Both Foinse and The Irish Times have reported that on the eve of the budget, an application was made by Comhaltas Ceoltóirí Éireann for funding of €50,000, but that it subsequently received an allocation of €3 million. This has been denied by Comhaltas Ceoltóirí Éireann, which claims it applied for €4 million and received €3 million. Will the Minister clarify this for the House? Other than transport to the islands and the 62% increase for Coiste na Gaeilge, funding under every other subhead relating to the Irish language and the Gaeltacht has been reduced. The Minister has made a public statement in which he said that the precise funding for Comhaltas Ceoltóirí Éireann in 2009, and the breakdown between current funding provided by his Department and capital funding provided by the Department of Arts, Sport and Tourism, will be decided shortly when the Revised Estimate volume is completed.

References by Deputies to public statements by Ministers are not in order at Question Time.

I am seeking clarification on this issue. I thank the Leas-Cheann Comhairle for bearing with me. All I want is clarity.

I am pleased to be able to clarify this issue. I will provide the Deputy with a table which outlines the payments from my Department to Comhaltas Ceoltóirí Éireann in 2006, 2007 and 2008, as well as the approved allocation for 2009. Parallel to the current funding provided by my Department, capital funding has been provided in recent years through the Vote of the Department of Arts, Sport and Tourism for the development of regional centres for Comhaltas Ceoltóirí Éireann.

What happened was that, in order to complete the capital programme, money was provided and was included in my Department's Vote when it should have been included in the Vote of the Department of Arts, Sport and Tourism.

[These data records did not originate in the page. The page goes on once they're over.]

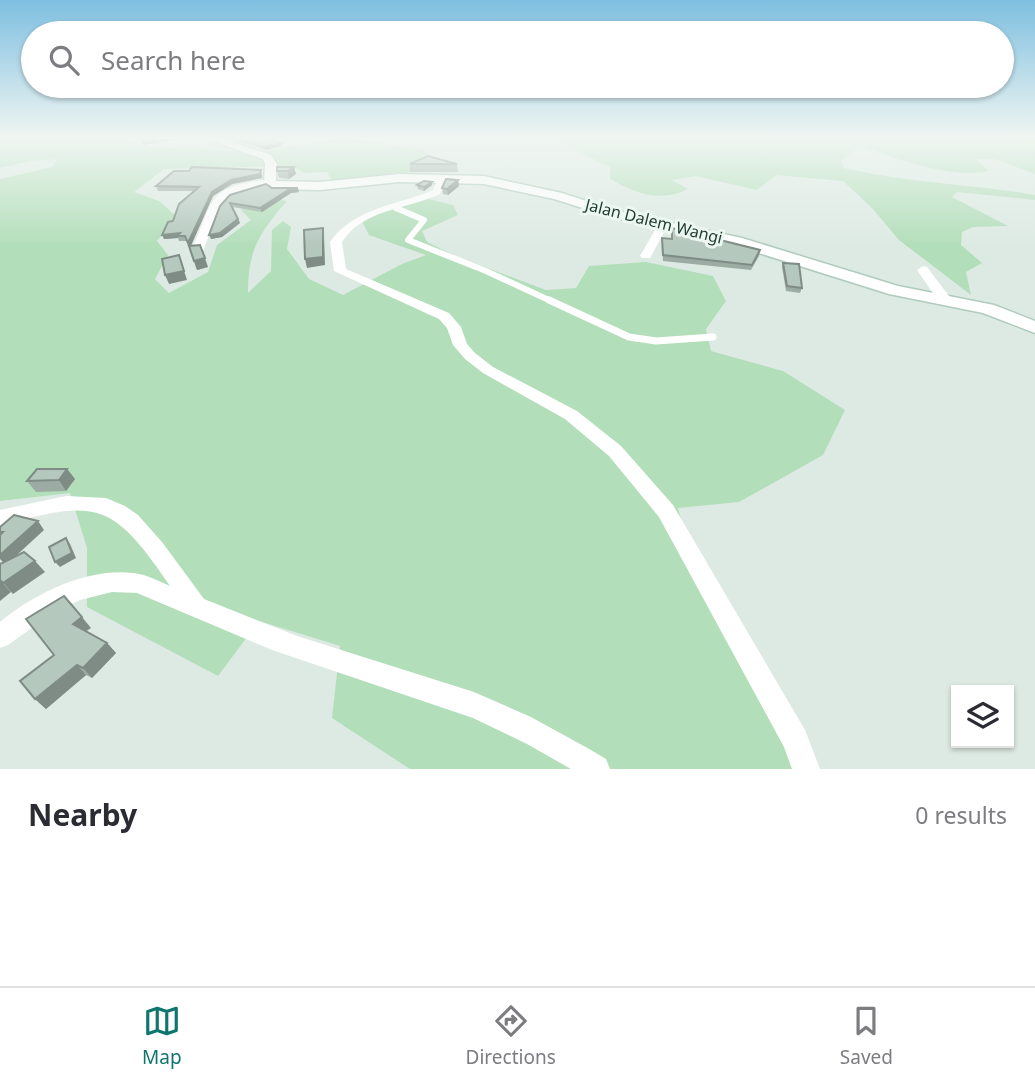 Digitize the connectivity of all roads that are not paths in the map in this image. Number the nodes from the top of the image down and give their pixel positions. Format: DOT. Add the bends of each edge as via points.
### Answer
graph roads {
  1 [pos="270,174"];
  2 [pos="441,180"];
  3 [pos="270,182"];
  4 [pos="393,207"];
  5 [pos="663,225"];
  6 [pos="197,251"];
  7 [pos="646,256"];
  8 [pos="923,270"];
  9 [pos="944,299"];
  10 [pos="1035,327"];
  11 [pos="713,337"];
  12 [pos="0,518"];
  13 [pos="195,604"];
  14 [pos="0,637"];
  15 [pos="596,769"];
  16 [pos="806,769"];
  1 -- 3 [label="street"];
  2 -- 3 [label="street, Jalan Dalem Wangi" via="399,178 299,186"];
  2 -- 4 [label="street" via="437,192"];
  2 -- 5 [label="street, Jalan Dalem Wangi" via="473,179 524,188"];
  3 -- 6 [label="street" via="240,185 215,200"];
  4 -- 11 [label="lane" via="424,220 408,240 629,337 656,341"];
  4 -- 16 [label="street" via="366,217 340,235 336,242 340,271 444,316 470,356 571,415 615,451 666,511 795,740"];
  5 -- 7 [label="street"];
  5 -- 9 [label="street, Jalan Dalem Wangi" via="769,250 895,290"];
  8 -- 9 [label="street"];
  9 -- 10 [label="street, Jalan Dalem Wangi"];
  12 -- 13 [label="street" via="77,503 108,506 132,521"];
  13 -- 14 [label="street" via="131,582 98,585 22,617"];
  13 -- 15 [label="street" via="343,665 474,705 556,743"];
} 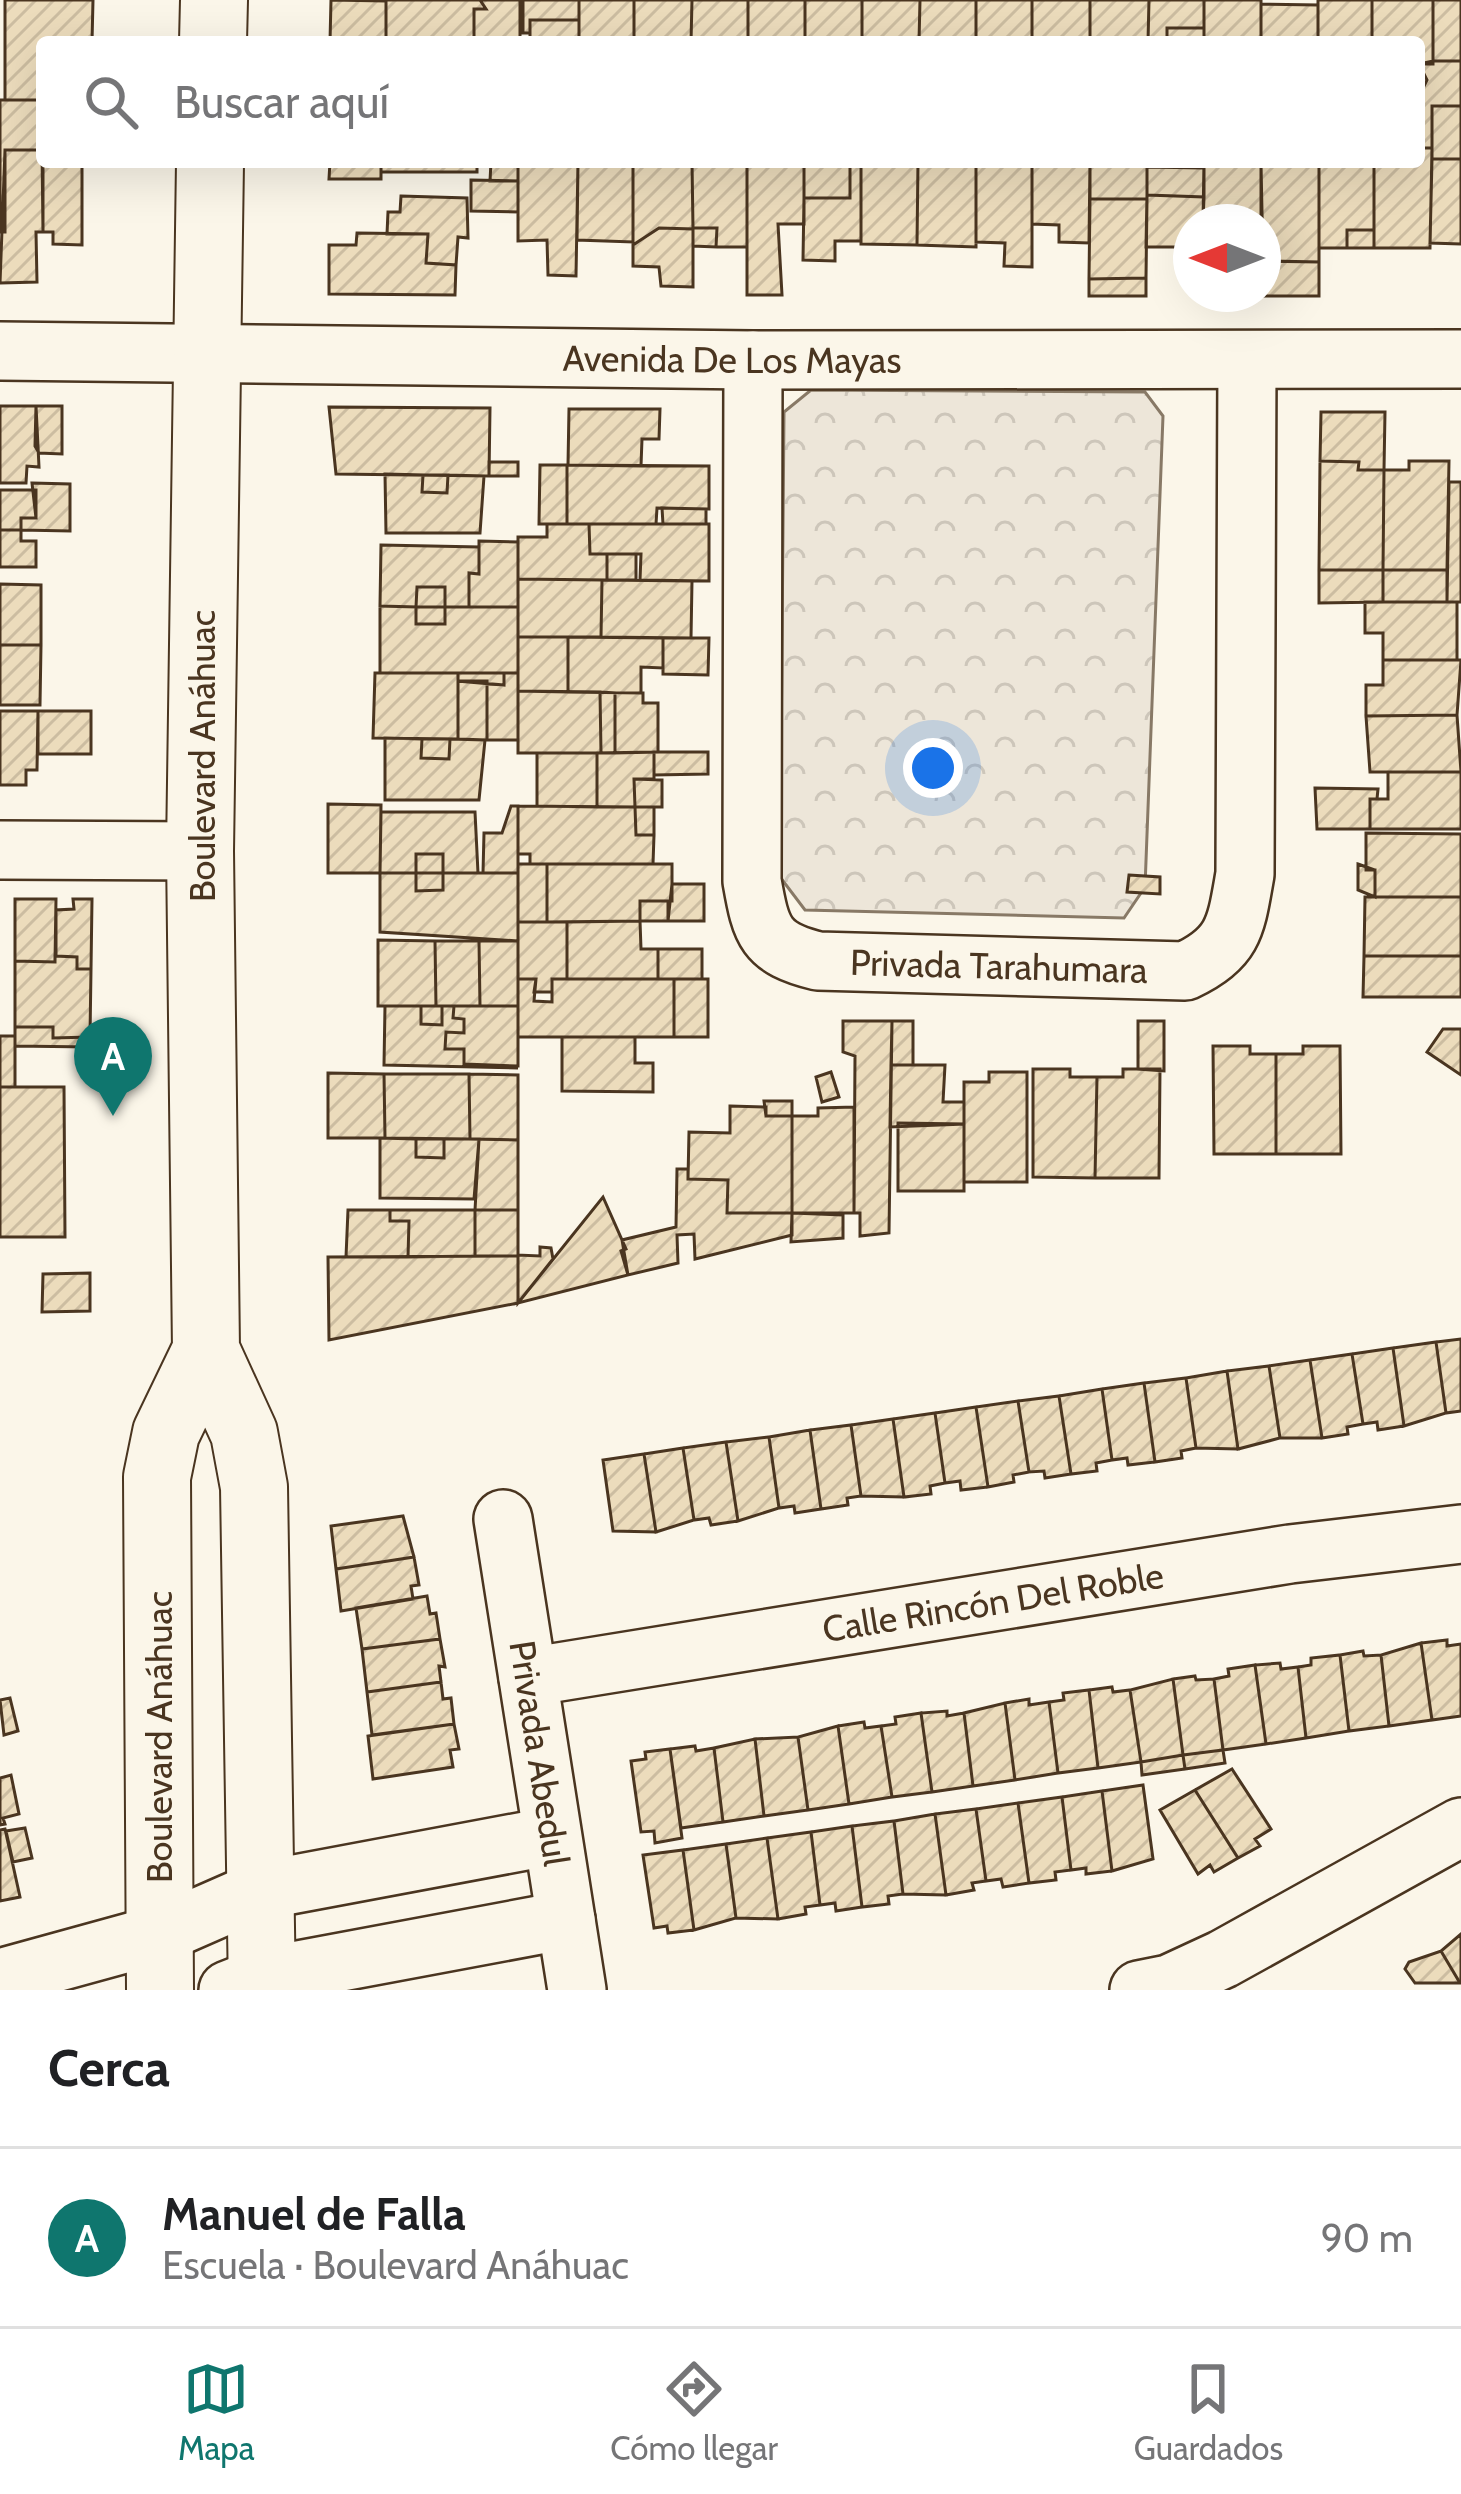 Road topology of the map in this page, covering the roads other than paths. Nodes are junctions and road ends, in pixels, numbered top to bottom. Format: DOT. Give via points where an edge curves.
graph roads {
  1 [pos="214,0"];
  2 [pos="213,36"];
  3 [pos="210,168"];
  4 [pos="0,351"];
  5 [pos="205,352"];
  6 [pos="1461,359"];
  7 [pos="753,360"];
  8 [pos="1247,362"];
  9 [pos="0,850"];
  10 [pos="200,851"];
  11 [pos="206,1350"];
  12 [pos="503,1519"];
  13 [pos="1461,1534"];
  14 [pos="528,1677"];
  15 [pos="1461,1827"];
  16 [pos="552,1836"];
  17 [pos="258,1891"];
  18 [pos="566,1920"];
  19 [pos="160,1962"];
  20 [pos="0,1978"];
  21 [pos="251,1986"];
  22 [pos="577,1990"];
  23 [pos="1139,1990"];
  1 -- 2 [label="street"];
  3 -- 5 [label="street, Boulevard Anáhuac"];
  4 -- 5 [label="street, Avenida De Los Mayas"];
  5 -- 7 [label="street, Avenida De Los Mayas"];
  5 -- 10 [label="street, Boulevard Anáhuac"];
  6 -- 8 [label="street, Avenida De Los Mayas"];
  7 -- 8 [label="street, Avenida De Los Mayas"];
  7 -- 8 [label="street, Privada Tarahumara" via="752,881 760,925 782,952 818,961 1185,970 1219,955 1237,921 1245,874"];
  9 -- 10 [label="street"];
  10 -- 11 [label="street, Boulevard Anáhuac"];
  11 -- 17 [label="street, Boulevard Anáhuac" via="244,1433 254,1487"];
  11 -- 19 [label="street, Boulevard Anáhuac" via="166,1433 157,1477"];
  12 -- 14 [label="street, Privada Abedul"];
  13 -- 14 [label="street, Calle Rincón Del Roble" via="1290,1554"];
  14 -- 16 [label="street, Privada Abedul"];
  15 -- 23 [label="street" via="1223,1959"];
  16 -- 17 [label="street"];
  16 -- 18 [label="street, Privada Abedul"];
  17 -- 19 [label="street"];
  17 -- 21 [label="street, Boulevard Anáhuac"];
  18 -- 21 [label="street"];
  18 -- 22 [label="street, Privada Abedul"];
  19 -- 20 [label="street"];
} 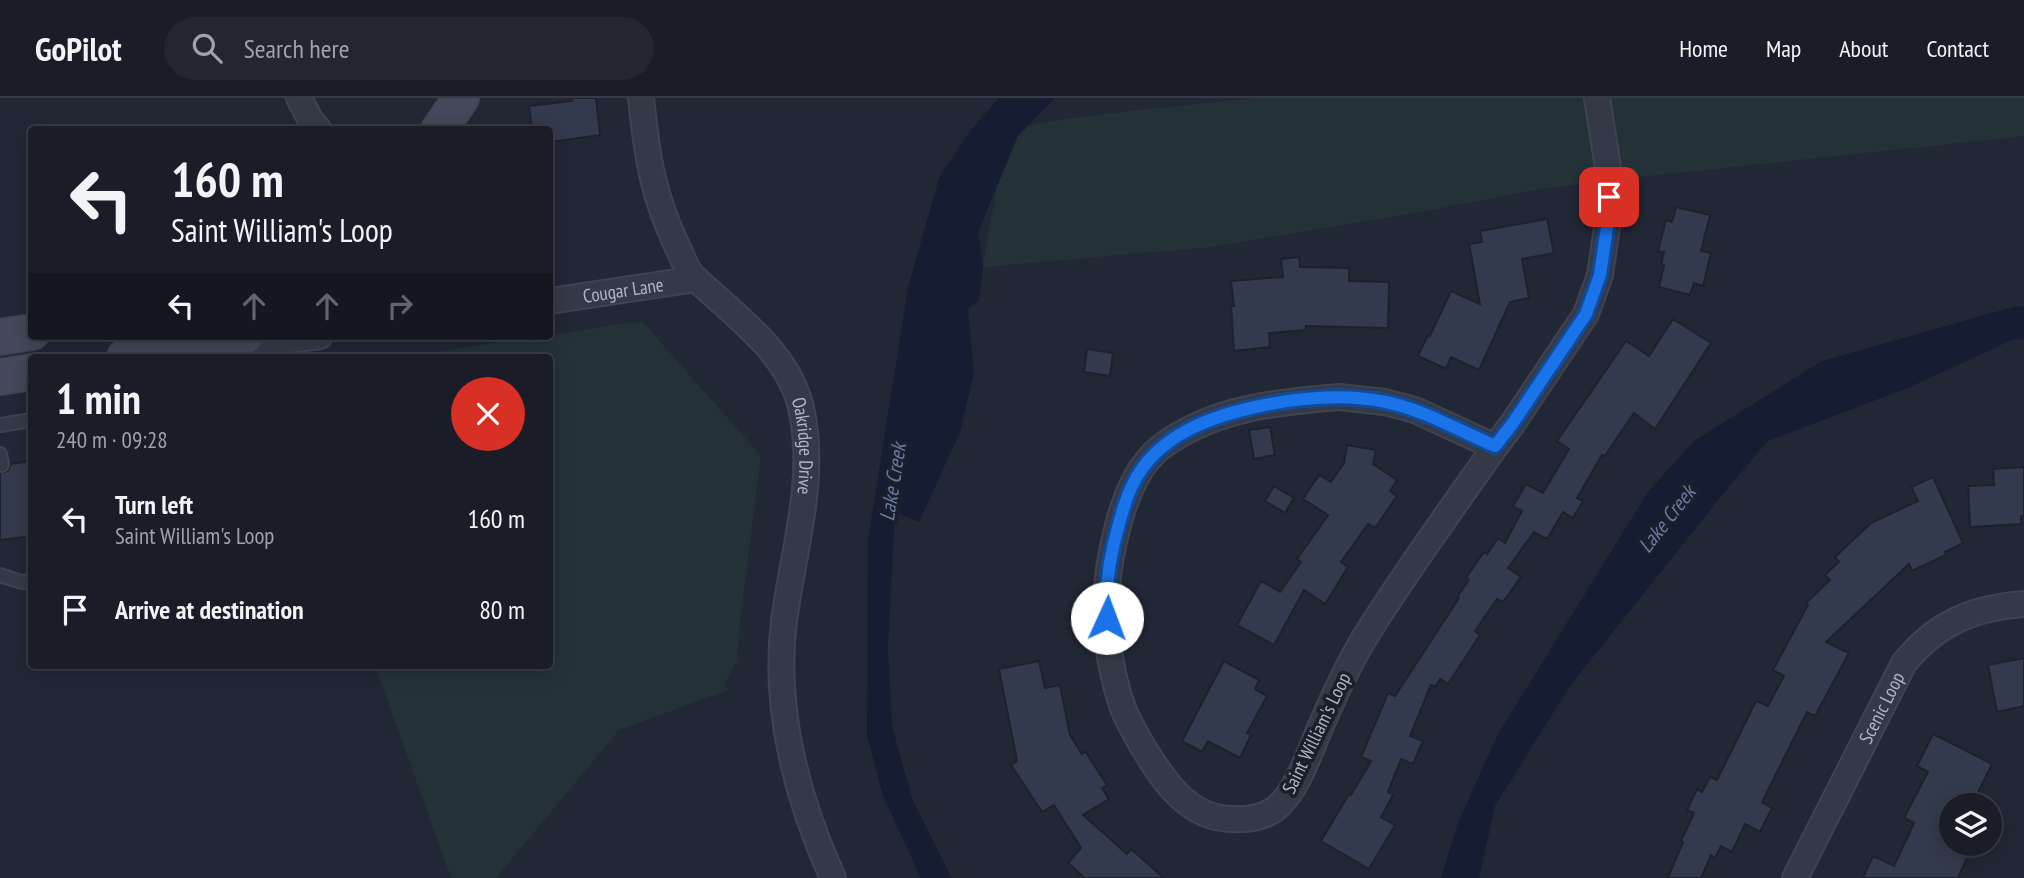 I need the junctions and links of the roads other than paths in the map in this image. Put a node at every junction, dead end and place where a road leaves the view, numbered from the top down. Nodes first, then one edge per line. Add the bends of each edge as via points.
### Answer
1 (299, 98) edge
2 (461, 98) edge
3 (641, 98) edge
4 (1597, 98) edge
5 (316, 126) edge
6 (442, 126) edge
7 (696, 279) junction
8 (553, 301) edge
9 (28, 333) edge
10 (0, 337) edge
11 (225, 340) edge
12 (297, 340) edge
13 (199, 345) junction
14 (144, 354) edge
15 (28, 373) edge
16 (0, 377) edge
17 (28, 421) edge
18 (0, 425) edge
19 (1495, 446) junction
20 (0, 575) edge
21 (28, 581) edge
22 (2024, 604) edge
23 (833, 878) edge
24 (1795, 878) edge

1 - 5 street
2 - 6 street
3 - 7 street, Oakridge Drive via 653,184 663,216
4 - 19 street, Saint William's Loop via 1609,180 1600,275 1586,314
7 - 8 street, Cougar Lane
7 - 23 street, Oakridge Drive via 775,353 802,413 807,485 784,623 783,696 801,792
9 - 10 street
11 - 13 street
12 - 13 street
13 - 14 street
15 - 16 street
17 - 18 lane
19 - 19 street, Saint William's Loop via 1415,410 1339,397 1284,401 1231,412 1178,436 1145,463 1126,500 1112,548 1107,637 1123,709 1155,767 1184,802 1224,820 1249,820 1277,808 1292,791 1342,678 1369,630
20 - 21 lane
22 - 24 street, Scenic Loop via 1954,620 1904,663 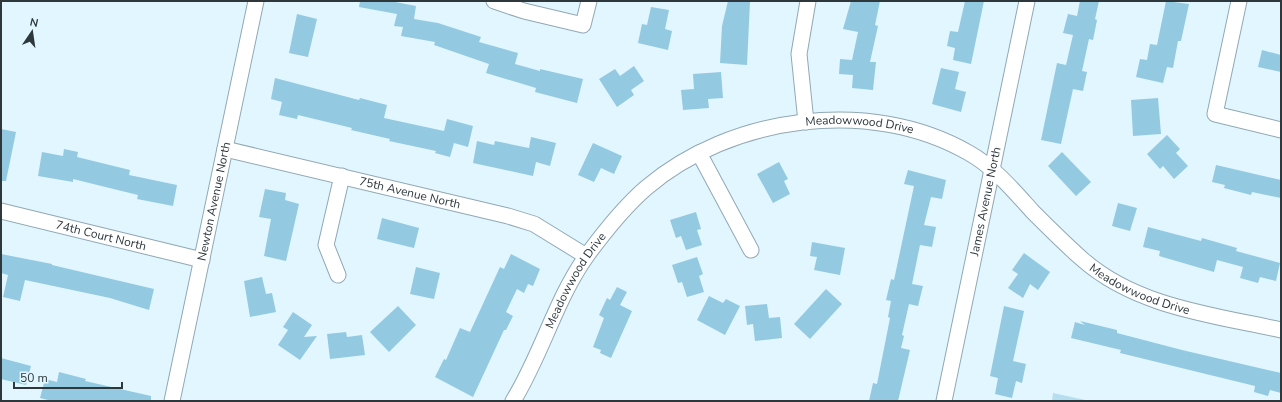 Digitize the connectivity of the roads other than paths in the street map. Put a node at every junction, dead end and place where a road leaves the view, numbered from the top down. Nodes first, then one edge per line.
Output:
1 (256, 1) edge
2 (494, 1) edge
3 (588, 1) edge
4 (808, 1) edge
5 (1027, 1) edge
6 (1239, 1) edge
7 (806, 122) junction
8 (1281, 130) edge
9 (225, 149) junction
10 (699, 153) junction
11 (992, 170) junction
12 (342, 176) junction
13 (1, 212) edge
14 (751, 250) dead end
15 (586, 256) junction
16 (202, 260) junction
17 (338, 275) dead end
18 (1281, 330) edge
19 (172, 401) edge
20 (513, 401) edge
21 (944, 401) edge

1 - 9 street, Newton Avenue North
2 - 3 street
4 - 7 street
5 - 11 street, James Avenue North
6 - 8 street
7 - 10 street, Meadowwood Drive
7 - 11 street, Meadowwood Drive
9 - 12 street, 75th Avenue North
9 - 16 street, Newton Avenue North
10 - 14 street
10 - 15 street, Meadowwood Drive
11 - 18 street, Meadowwood Drive
11 - 21 street, James Avenue North
12 - 15 street, 75th Avenue North
12 - 17 street
13 - 16 street, 74th Court North
15 - 20 street, Meadowwood Drive
16 - 19 street, Newton Avenue North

In order to convey the full picture, I will provide the Deputy with all the detail of current spending, as well as comparative figures, breakdowns and so on. After that, I suggest that he ask the Department of Arts, Sport and Tourism how much it has given in capital funding in the relevant years. It will then be clear that there has been no large windfall increase in funding for Comhaltas Ceoltóirí Éireann.

The core funding for that organisation was €575,000 in 2006; €600,000 in 2007; €630,000 in 2008; and will be retained at €630,000 for 2009. However, an additional €30,000 will be added to that figure representing the €30,000 that was allocated in each of those years to the Coleman centre in Gurteen, which allocation is now being subsumed into the core funding. In addition, we have acceded to Comhaltas Ceoltóirí Éireann's application for €60,000 in respect of Brú Ború. Therefore, it is receiving an additional——

Does this sum correspond to the €50,000 to which reference was made in the media?

Yes, but according to my Department, the sum involved is €60,000. We will not argue over €10,000.

We may have to before the year is over.

I understand the sum in question is €60,000.

The allocation under the regional development programme was €865,000 in 2006; €950,000 in 2007; and €1.25 million in 2008. This year, at the completion of that programme, there will be a full-year cost of €1.46 million. The reason for the increase is that this was a rolling programme of regional centres being opened by Comhaltas Ceoltóirí Éireann. If a person was employed in September last year, for example, full-year funding must be provided this year. Given that the programme was agreed four or five years ago, it did not appear in the freedom of information request regarding the funding sought by Comhaltas Ceoltóirí Éireann for 2009. This funding was requested and granted some years ago.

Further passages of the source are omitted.